Segment Start: INPUT FOR THIS TASK

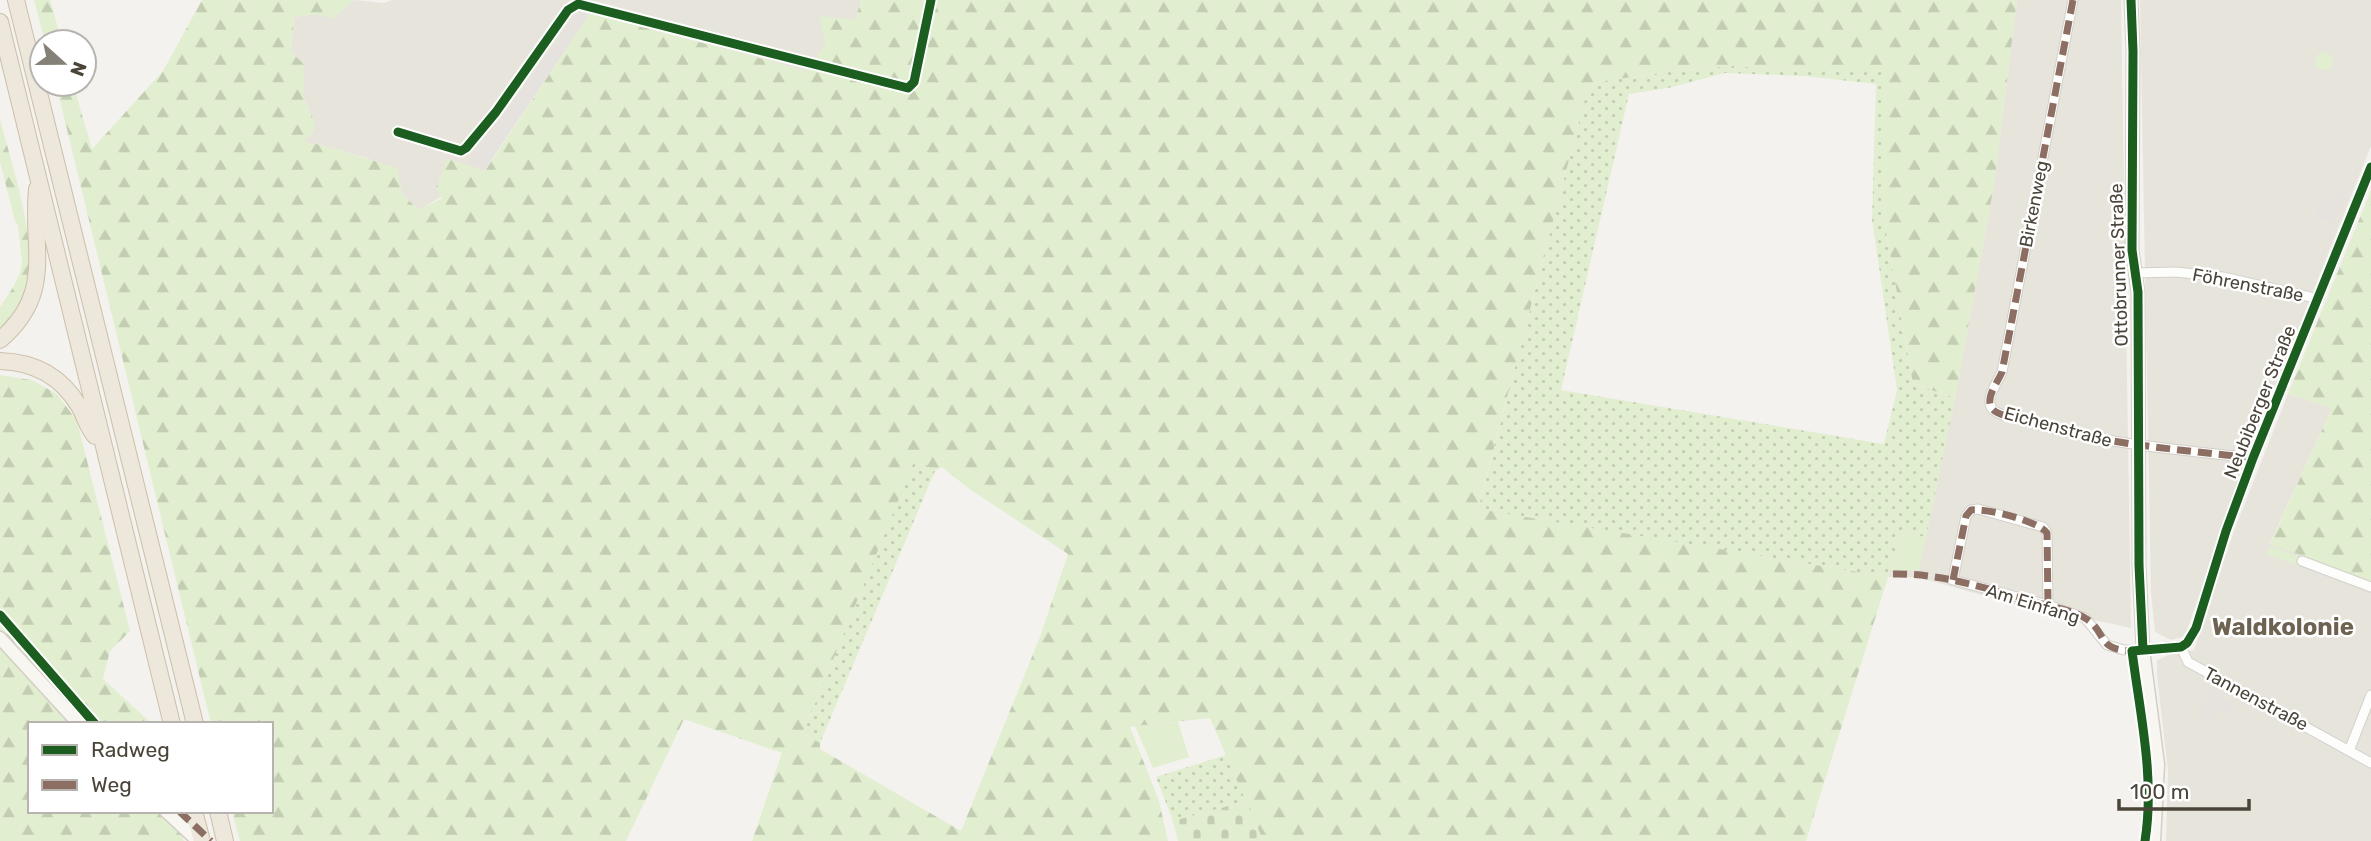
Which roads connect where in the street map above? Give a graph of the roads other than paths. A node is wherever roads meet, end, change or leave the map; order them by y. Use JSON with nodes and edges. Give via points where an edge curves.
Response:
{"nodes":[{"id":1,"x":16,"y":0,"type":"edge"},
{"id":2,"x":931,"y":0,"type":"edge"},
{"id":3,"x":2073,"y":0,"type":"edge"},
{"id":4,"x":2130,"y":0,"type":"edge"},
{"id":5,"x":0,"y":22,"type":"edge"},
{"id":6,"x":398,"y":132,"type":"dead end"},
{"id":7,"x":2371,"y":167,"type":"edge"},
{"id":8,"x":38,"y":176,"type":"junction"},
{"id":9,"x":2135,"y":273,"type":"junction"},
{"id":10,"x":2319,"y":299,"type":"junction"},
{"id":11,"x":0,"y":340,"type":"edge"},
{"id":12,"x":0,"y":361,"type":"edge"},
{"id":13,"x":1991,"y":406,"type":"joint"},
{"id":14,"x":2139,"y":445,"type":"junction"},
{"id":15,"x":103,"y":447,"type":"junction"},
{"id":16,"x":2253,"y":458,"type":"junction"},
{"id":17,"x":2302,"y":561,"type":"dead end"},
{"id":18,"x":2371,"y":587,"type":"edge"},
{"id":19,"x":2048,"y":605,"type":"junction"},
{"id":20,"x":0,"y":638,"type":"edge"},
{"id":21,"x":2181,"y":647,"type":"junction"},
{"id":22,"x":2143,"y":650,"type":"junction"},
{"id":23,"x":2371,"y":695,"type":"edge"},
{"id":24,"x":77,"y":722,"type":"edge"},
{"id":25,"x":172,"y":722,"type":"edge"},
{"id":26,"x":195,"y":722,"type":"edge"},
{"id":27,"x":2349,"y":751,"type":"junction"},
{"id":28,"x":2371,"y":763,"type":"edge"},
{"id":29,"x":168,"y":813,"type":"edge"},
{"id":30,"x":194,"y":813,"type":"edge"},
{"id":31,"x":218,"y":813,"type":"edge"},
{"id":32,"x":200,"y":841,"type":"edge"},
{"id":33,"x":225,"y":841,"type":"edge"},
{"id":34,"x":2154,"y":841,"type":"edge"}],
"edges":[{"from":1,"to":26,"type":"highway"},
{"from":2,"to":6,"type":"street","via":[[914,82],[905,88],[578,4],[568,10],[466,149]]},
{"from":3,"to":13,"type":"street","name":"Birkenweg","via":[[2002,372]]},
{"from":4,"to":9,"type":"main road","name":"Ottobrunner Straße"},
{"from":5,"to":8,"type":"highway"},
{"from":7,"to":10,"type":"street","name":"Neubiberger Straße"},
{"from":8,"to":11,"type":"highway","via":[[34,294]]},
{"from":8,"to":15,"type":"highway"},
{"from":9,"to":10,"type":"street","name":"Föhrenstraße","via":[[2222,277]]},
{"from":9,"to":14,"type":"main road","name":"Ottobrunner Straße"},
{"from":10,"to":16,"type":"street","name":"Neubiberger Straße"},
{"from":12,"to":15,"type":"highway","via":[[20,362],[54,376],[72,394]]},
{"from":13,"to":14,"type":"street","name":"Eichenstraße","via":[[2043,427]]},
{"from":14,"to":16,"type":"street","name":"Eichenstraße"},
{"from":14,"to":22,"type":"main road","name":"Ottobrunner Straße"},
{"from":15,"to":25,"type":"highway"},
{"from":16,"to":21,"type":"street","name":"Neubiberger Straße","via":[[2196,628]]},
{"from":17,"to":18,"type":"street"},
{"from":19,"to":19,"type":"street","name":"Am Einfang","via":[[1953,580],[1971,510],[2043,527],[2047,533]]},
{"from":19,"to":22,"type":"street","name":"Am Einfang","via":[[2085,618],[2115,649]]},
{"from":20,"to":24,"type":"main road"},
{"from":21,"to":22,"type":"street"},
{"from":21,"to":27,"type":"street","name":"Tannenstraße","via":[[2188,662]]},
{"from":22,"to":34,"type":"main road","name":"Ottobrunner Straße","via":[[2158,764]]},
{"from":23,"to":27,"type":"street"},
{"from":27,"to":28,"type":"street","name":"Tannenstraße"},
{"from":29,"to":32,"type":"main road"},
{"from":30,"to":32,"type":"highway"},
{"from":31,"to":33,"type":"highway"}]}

Segment End: INPUT FOR THIS TASK
Segment Start: INPUT FOR THIS TASK

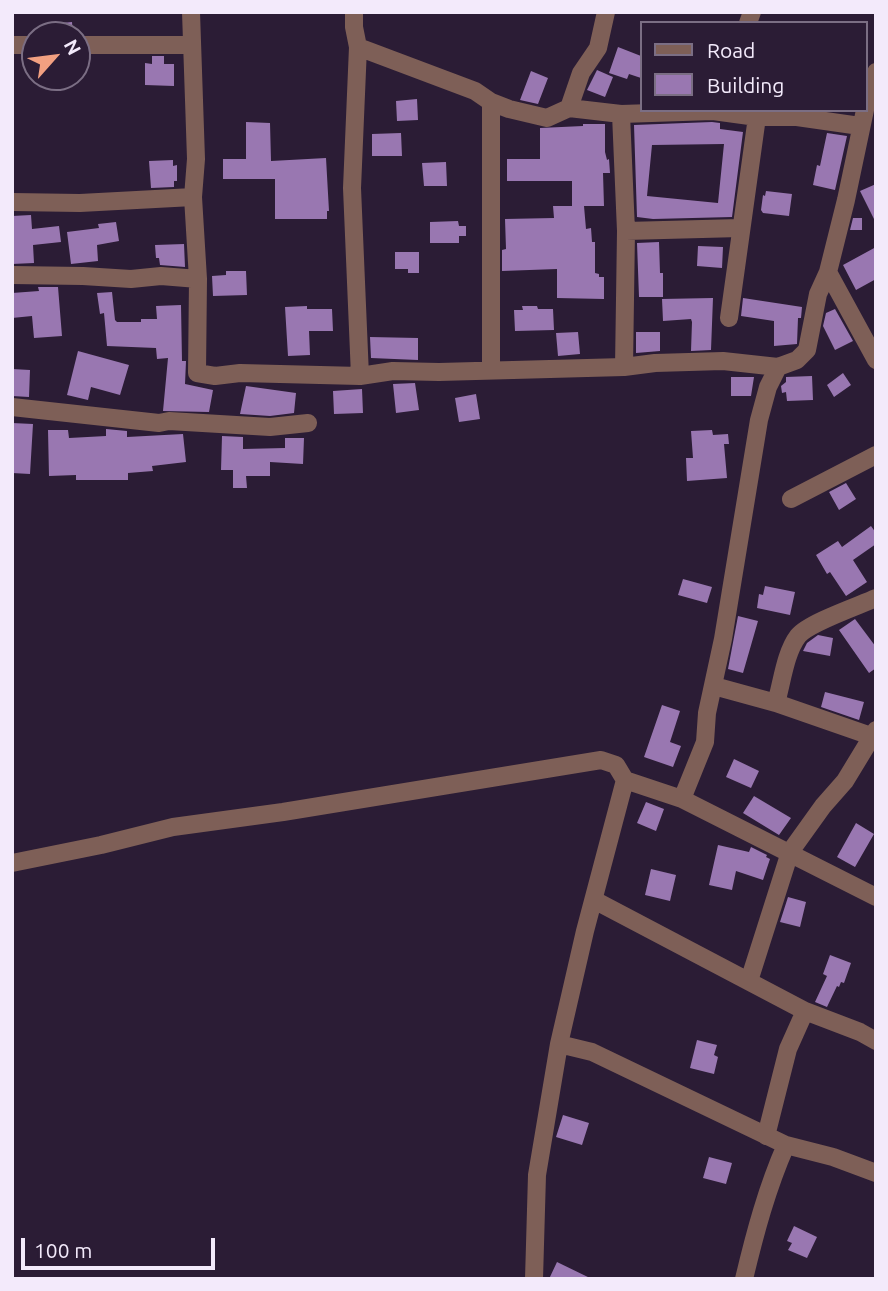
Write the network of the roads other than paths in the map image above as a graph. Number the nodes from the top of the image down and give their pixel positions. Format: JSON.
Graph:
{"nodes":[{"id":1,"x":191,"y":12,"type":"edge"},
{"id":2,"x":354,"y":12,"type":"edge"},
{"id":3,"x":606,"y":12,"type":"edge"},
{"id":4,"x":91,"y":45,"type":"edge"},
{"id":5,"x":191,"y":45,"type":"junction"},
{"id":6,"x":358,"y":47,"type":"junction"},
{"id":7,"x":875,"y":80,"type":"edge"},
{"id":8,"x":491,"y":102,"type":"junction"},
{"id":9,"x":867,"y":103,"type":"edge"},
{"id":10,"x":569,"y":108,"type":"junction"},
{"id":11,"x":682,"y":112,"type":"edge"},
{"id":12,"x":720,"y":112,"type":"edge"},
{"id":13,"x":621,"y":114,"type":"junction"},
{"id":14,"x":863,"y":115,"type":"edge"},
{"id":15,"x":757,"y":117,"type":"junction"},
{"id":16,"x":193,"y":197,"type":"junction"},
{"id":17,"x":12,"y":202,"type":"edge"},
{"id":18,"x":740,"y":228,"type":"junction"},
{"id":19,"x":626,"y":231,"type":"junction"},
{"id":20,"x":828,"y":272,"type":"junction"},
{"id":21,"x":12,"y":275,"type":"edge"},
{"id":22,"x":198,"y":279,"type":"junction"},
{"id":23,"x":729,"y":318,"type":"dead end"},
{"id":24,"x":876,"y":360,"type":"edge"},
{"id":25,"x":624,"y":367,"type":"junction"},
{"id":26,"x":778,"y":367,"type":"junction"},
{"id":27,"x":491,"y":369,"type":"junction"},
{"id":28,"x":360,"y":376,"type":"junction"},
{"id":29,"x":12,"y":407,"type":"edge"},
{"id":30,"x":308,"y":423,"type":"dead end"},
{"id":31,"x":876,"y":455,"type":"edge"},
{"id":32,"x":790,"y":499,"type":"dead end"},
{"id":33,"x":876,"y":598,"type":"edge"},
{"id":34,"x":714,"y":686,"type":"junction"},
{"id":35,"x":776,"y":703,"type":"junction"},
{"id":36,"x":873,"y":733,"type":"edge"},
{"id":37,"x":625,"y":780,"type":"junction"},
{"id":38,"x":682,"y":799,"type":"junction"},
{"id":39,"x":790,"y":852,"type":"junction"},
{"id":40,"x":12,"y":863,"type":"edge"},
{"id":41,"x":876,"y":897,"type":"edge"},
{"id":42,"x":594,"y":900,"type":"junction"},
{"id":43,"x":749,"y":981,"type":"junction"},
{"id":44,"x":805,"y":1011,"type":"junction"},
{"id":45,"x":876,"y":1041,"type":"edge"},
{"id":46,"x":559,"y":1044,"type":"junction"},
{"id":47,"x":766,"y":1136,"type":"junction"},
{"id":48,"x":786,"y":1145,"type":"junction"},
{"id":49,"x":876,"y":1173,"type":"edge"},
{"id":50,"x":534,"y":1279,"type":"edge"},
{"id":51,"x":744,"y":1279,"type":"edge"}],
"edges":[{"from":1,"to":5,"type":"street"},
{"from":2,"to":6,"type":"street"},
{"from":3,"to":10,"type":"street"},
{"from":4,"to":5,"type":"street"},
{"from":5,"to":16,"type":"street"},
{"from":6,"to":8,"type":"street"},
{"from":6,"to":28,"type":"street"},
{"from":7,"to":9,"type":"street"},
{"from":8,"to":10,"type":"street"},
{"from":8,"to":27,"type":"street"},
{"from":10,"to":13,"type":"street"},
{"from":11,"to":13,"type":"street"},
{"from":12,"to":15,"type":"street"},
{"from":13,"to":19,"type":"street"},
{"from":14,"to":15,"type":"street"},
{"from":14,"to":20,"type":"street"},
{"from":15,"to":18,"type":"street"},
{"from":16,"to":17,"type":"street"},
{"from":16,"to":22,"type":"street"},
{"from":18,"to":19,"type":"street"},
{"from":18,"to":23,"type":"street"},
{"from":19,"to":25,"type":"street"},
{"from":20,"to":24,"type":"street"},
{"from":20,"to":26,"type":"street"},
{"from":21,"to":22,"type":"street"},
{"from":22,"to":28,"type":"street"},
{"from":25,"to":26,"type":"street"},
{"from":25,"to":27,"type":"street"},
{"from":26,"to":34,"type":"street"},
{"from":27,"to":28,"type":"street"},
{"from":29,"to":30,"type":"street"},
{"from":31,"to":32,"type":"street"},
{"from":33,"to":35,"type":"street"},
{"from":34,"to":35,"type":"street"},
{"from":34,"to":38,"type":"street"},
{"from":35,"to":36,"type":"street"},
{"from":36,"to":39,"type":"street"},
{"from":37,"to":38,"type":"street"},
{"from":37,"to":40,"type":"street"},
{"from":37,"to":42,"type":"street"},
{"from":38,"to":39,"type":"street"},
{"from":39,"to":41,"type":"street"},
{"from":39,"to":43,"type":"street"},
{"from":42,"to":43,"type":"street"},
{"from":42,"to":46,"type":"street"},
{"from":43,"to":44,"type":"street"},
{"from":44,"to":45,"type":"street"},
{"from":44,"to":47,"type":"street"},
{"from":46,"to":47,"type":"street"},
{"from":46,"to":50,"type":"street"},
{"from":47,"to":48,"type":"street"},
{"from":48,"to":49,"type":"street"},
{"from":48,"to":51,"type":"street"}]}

Segment End: INPUT FOR THIS TASK

Scan the records above for the string "Eichenstraße", and copy every line where it turns up.

{"from":13,"to":14,"type":"street","name":"Eichenstraße","via":[[2043,427]]},
{"from":14,"to":16,"type":"street","name":"Eichenstraße"},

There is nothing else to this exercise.